MCD, also known as lipoid nephrosis or foot process disease, accounts for majority of nephrotic syndrome in children and 10%-15% of cases in adults. It is characterized by normal glomeruli as visualized by light microscopy and the non-detectability of immune complexes using immunofluorescence assays. The pathogenesis of MCD is thought to be related to the T-lymphocyte production of an abnormal cytokine which only affect glomerular permeability but do not promote sclerogenic mechanisms[5]. In the past, only 2 cases of MCD associated with Crohn’s disease (CD) has been reported (1 in English literature)[17]. Perard L et al[16] reported a case of T-cell acute lymphoblastic leukemia (ALL) which developed in a 17-year old boy with a history of MCD and CD. In their case, the development of MCD preceded that of CD for 4 years. They proposed that T-cell dependent dysfunction with abnormal cytokine production could be the common pathologic link between the 3 diseases: glomerular lesion, inflammatory bowel disease, and proliferation of ALL blast cells. Similarly, the pathogenesis of psoriasis is also attributed to the immune dysregulation by T-lymphocytes[18]. An epidemiological study shows a higher prevalence of psoriasis in patients with Crohn’s disease[4]. The findings of high tumour necrosis factor- alpha (TNF) level and effective treatment with infliximab (a TNF inhibitor) for both diseases suggest a relationship between IBD and psoriasis[19]. Thus, abnormal cytokine production by dysfunctional T-lymphocytes could be a common pathogenetic mechanism of all 3 diseases in our patient. To our knowledge, this is the first reported case of ulcerative colitis associated with minimal change disease and psoriasis.
We believe that there is true association between UC, MCD, and psoriasis rather than just a coincidence in our patient. Scrapa R et al[20] found that microscopic colitis occurred in patients with active psoriasis or psoriatic arthritis even they did not have any bowel symptoms. During therapy for MCD, our patient did not complain of significant intestinal symptoms. We speculated that his colitis activity could be suppressed by the treatment of steroid and immunosuppressive agents. Abrupt withdrawal of immunosuppressive treatment might contribute to his fulminant presentation of ulcerative colitis. Previous studies also demonstrated that withdrawal of azathioprine could lead to a relapse of IBD activity[21,22].

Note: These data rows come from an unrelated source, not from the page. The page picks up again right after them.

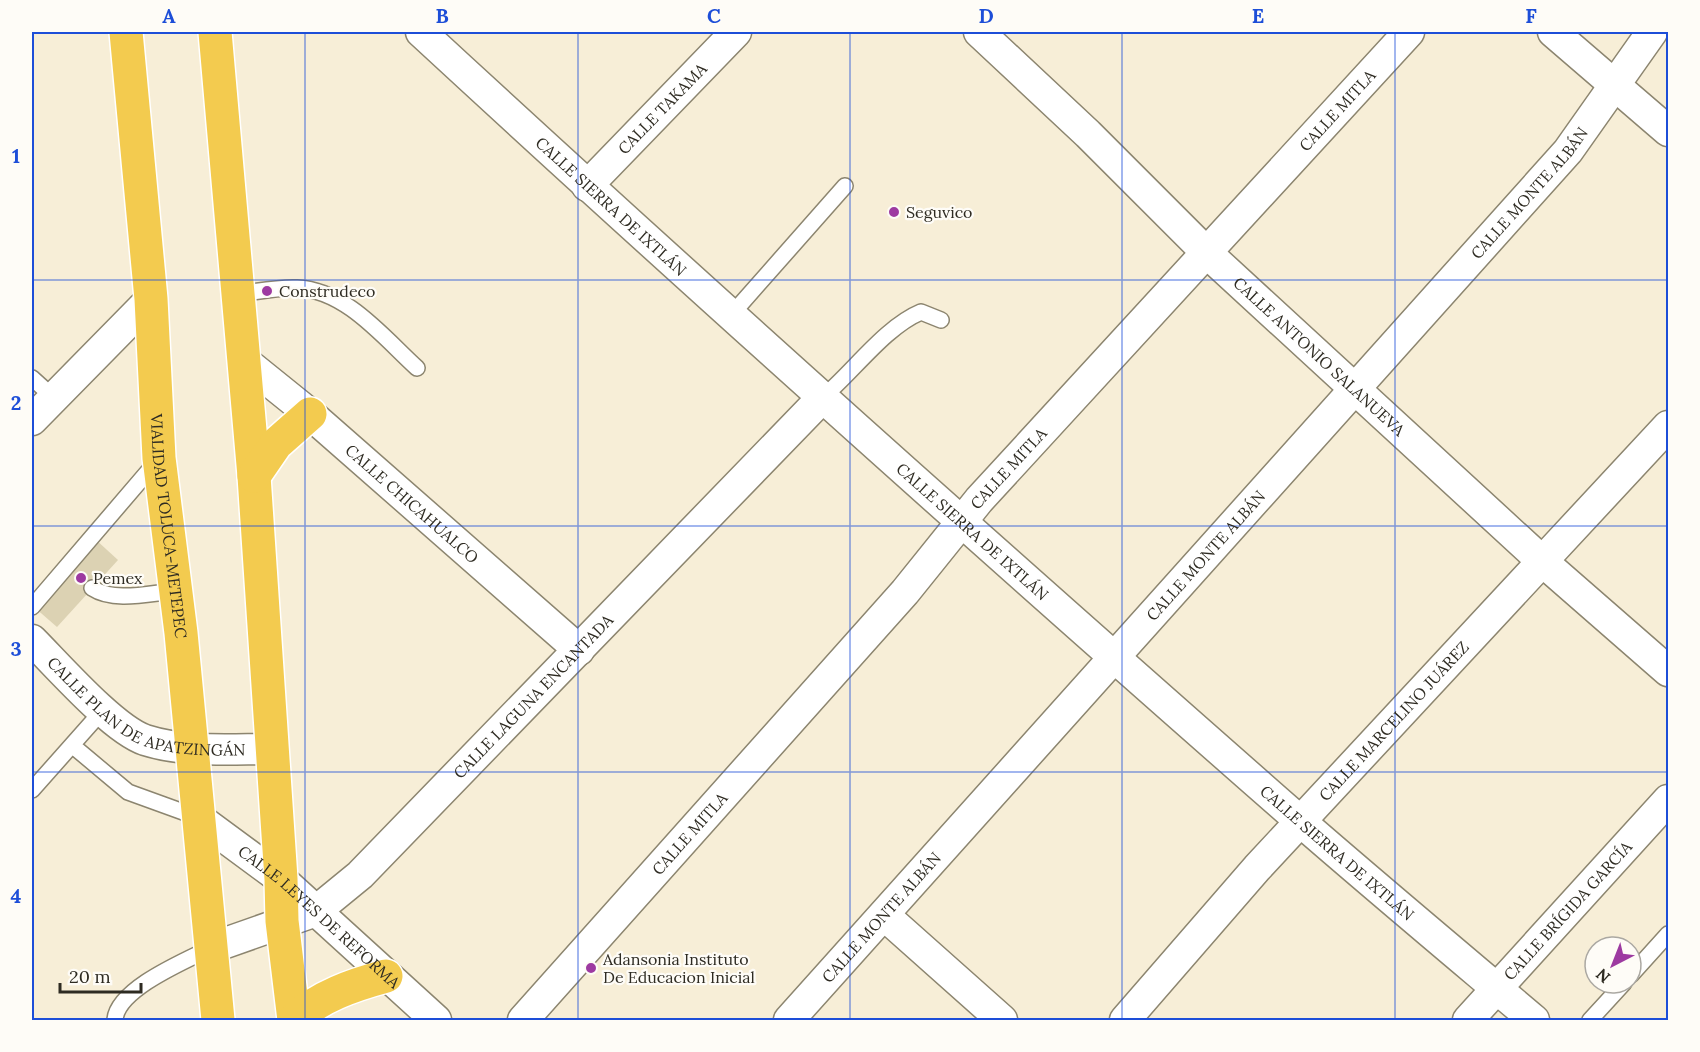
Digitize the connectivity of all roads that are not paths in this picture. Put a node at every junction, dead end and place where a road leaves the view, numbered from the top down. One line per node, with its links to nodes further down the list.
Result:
1 (126, 32): 15 (highway, VIALIDAD TOLUCA-METEPEC)
2 (215, 32): 14 (highway)
3 (421, 32): 11 (street, CALLE SIERRA DE IXTLÁN)
4 (736, 32): 11 (street, CALLE TAKAMA)
5 (979, 32): 13 (street, CALLE ANTONIO SALANUEVA)
6 (1409, 32): 13 (street, CALLE MITLA)
7 (1553, 32): 9 (street)
8 (1652, 32): 9 (street, CALLE MONTE ALBÁN)
9 (1614, 84): 10 (street); 21 (street, CALLE MONTE ALBÁN)
10 (1668, 131)
11 (587, 186): 16 (street, CALLE SIERRA DE IXTLÁN)
12 (845, 186): 16 (lane)
13 (1207, 254): 21 (street, CALLE ANTONIO SALANUEVA); 28 (street, CALLE MITLA)
14 (237, 294): 18 (highway); 19 (lane)
15 (151, 299): 20 (street); 26 (highway, VIALIDAD TOLUCA-METEPEC)
16 (732, 314): 22 (street, CALLE SIERRA DE IXTLÁN)
17 (941, 320): 22 (lane)
18 (243, 360): 23 (street, CALLE CHICAHUALCO); 27 (highway)
19 (417, 368)
20 (42, 388): 24 (street)
21 (1356, 388): 29 (street, CALLE ANTONIO SALANUEVA); 35 (street, CALLE MONTE ALBÁN)
22 (822, 397): 28 (street, CALLE SIERRA DE IXTLÁN); 34 (street, CALLE LAGUNA ENCANTADA)
23 (310, 414): 27 (highway); 34 (street, CALLE CHICAHUALCO)
24 (32, 420)
25 (1668, 426): 29 (street, CALLE MARCELINO JUÁREZ)
26 (159, 458): 31 (highway, VIALIDAD TOLUCA-METEPEC); 32 (lane)
27 (254, 476): 40 (highway)
28 (962, 521): 35 (street, CALLE SIERRA DE IXTLÁN); 59 (street, CALLE MITLA)
29 (1542, 561): 36 (street, CALLE ANTONIO SALANUEVA); 44 (street, CALLE MARCELINO JUÁREZ)
30 (92, 588): 31 (lane)
31 (175, 591): 39 (highway, VIALIDAD TOLUCA-METEPEC)
32 (32, 607)
33 (32, 640): 37 (street, CALLE PLAN DE APATZINGÁN)
34 (579, 650): 46 (street, CALLE LAGUNA ENCANTADA)
35 (1116, 657): 44 (street, CALLE SIERRA DE IXTLÁN); 47 (street, CALLE MONTE ALBÁN)
36 (1668, 670)
37 (104, 710): 38 (lane); 39 (street, CALLE PLAN DE APATZINGÁN)
38 (73, 746): 41 (lane); 43 (lane)
39 (193, 749): 40 (street, CALLE PLAN DE APATZINGÁN); 43 (highway, VIALIDAD TOLUCA-METEPEC)
40 (273, 749): 45 (highway)
41 (32, 790)
42 (1668, 800): 53 (street, CALLE BRÍGIDA GARCÍA)
43 (197, 817): 45 (street, CALLE LEYES DE REFORMA); 50 (highway, VIALIDAD TOLUCA-METEPEC)
44 (1302, 822): 53 (street, CALLE SIERRA DE IXTLÁN); 62 (street, CALLE MARCELINO JUÁREZ)
45 (281, 879): 46 (street, CALLE LEYES DE REFORMA); 48 (highway)
46 (316, 911): 48 (street, CALLE LAGUNA ENCANTADA); 52 (street, CALLE LEYES DE REFORMA)
47 (884, 915): 60 (street, CALLE MONTE ALBÁN); 61 (street)
48 (282, 921): 50 (street, CALLE LAGUNA ENCANTADA); 57 (highway)
49 (1668, 934): 51 (lane)
50 (211, 948): 55 (highway, VIALIDAD TOLUCA-METEPEC); 56 (lane)
51 (1643, 962)
52 (386, 976): 57 (highway); 58 (street, CALLE LEYES DE REFORMA)
53 (1497, 988): 63 (street, CALLE BRÍGIDA GARCÍA); 64 (street, CALLE SIERRA DE IXTLÁN)
54 (1613, 995): 65 (lane)
55 (216, 1018)
56 (115, 1020)
57 (294, 1020)
58 (436, 1020)
59 (523, 1020)
60 (789, 1020)
61 (1002, 1020)
62 (1125, 1020)
63 (1468, 1020)
64 (1534, 1020)
65 (1590, 1020)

In conclusion, we report the first case with rare association of UC, MCD, and psoriasis. The pathologic link between these diseases with presumed autoimmune mechanisms could be due to abnormal cytokine production in dysregulated T-cells, causing damage to intestine, kidneys, and skin tissues. Further studies are required to identify that cytokine and delineate the exact pathogenesis.